Blog do PAVAN

Música, futebol e atualidades. Aqui o papo é sério!

Futebol NÃO é na Globo

Que a Rede Globo nunca foi sinônimo de credibilidade e ética todo mundo sabe.

Mas nos últimos tempos a coisa degringolou. Até mesmo no futebol, onde, aparentemente não seriam necessárias grandes intervenções extra-campo por parte da emissora, a ética foi deixada totalmente de lado.

As pessoas minimamente inteligentes e que gostam de futebol se sentem ofendidas com a mistura que a Globo faz de seus departamentos de marketing e de jornalismo.

O ideal seria que esses departamentos fossem totalmente independentes, para que o jornalista tivesse liberdade para tecer o comentário que julgasse necessário para este ou aquele assunto.

Mas, todos sabem, isso é impossível numa emissora como a Globo.

A Globo chegou ao cúmulo de não dar a mínima para a Eurocopa 2008, um campeonato que só não é mais importante do que a Copa do Mundo!

Isso porque a Record é que detém os direitos de transmissão. Nem os gol que deu o título à Espanha foi mostrado no Fantástico do domingo, 29.

No jogos do Corinthians o comportamento da Globo, que forja situações para beneficiar a imagem do Timão, chega a ser ridículo.

Nas transmissões só se ouve a torcida do Corinthians, independentemente de onde o time joga!

Na final da Copa do Brasil, disputada na Ilha do Retiro, casa do campeão Sport, a cantoria da torcida corintiana era monumental, dando a impressão ao telespectador incauto de que o jogo se realizava no Pacaembu.

Bastava mudar de canal e ouvir o som real da partida, na transmissão da Band, mais honesta (ou menos mentirosa, sabe-se lá!).

A Globo também tem interesses obscuros na imagem de atletas decadentes como os Ronaldos baladeiros. O Gordo é o terror dos travestis da boca-do-lixo. O gaúcho é o rei da balada chique.

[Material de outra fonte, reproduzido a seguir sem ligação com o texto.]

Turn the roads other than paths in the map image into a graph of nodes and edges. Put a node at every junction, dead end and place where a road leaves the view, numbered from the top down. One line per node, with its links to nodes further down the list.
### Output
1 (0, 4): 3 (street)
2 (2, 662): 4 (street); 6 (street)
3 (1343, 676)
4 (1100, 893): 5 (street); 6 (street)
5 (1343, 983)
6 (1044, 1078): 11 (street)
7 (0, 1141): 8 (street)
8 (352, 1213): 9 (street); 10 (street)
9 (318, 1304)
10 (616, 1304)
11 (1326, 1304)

Colocaram até Patrícia Poeta, jornalista extremamente ignorante em futebol, para entrevistá-los de mentirinha. As duas entrevistas foram nojentas do ponto de vista jornalístico.

Primeiramente porque os dois entrevistados estão no limite entre a normalidade e o autismo e são praticamente incapazes de formular pensamentos com um mínimo de personalidade e inteligência.

E também porque a entrevistadora mais parecia a assessora de imprensa dos ex-atletas entrevistados, limitando-se a perguntar o que eles queriam responder.

Quem perde com esse tipo de atitude mentirosa e mesquinha é o telespectador mediano, comparado com razão por Willian Bonner ao personagem Homer Simpson, que acaba comprando gato por lebre.

E também aquele que, como eu, não tem acesso à TV paga. Ainda!

P.S. Isso tudo sem falar de Galvão Bueno, ícone-mor da baboseira na televisão. Mas me recuso a utilizar de um espaço tão bacana quanto este blog para falar de assuntos escatológicos.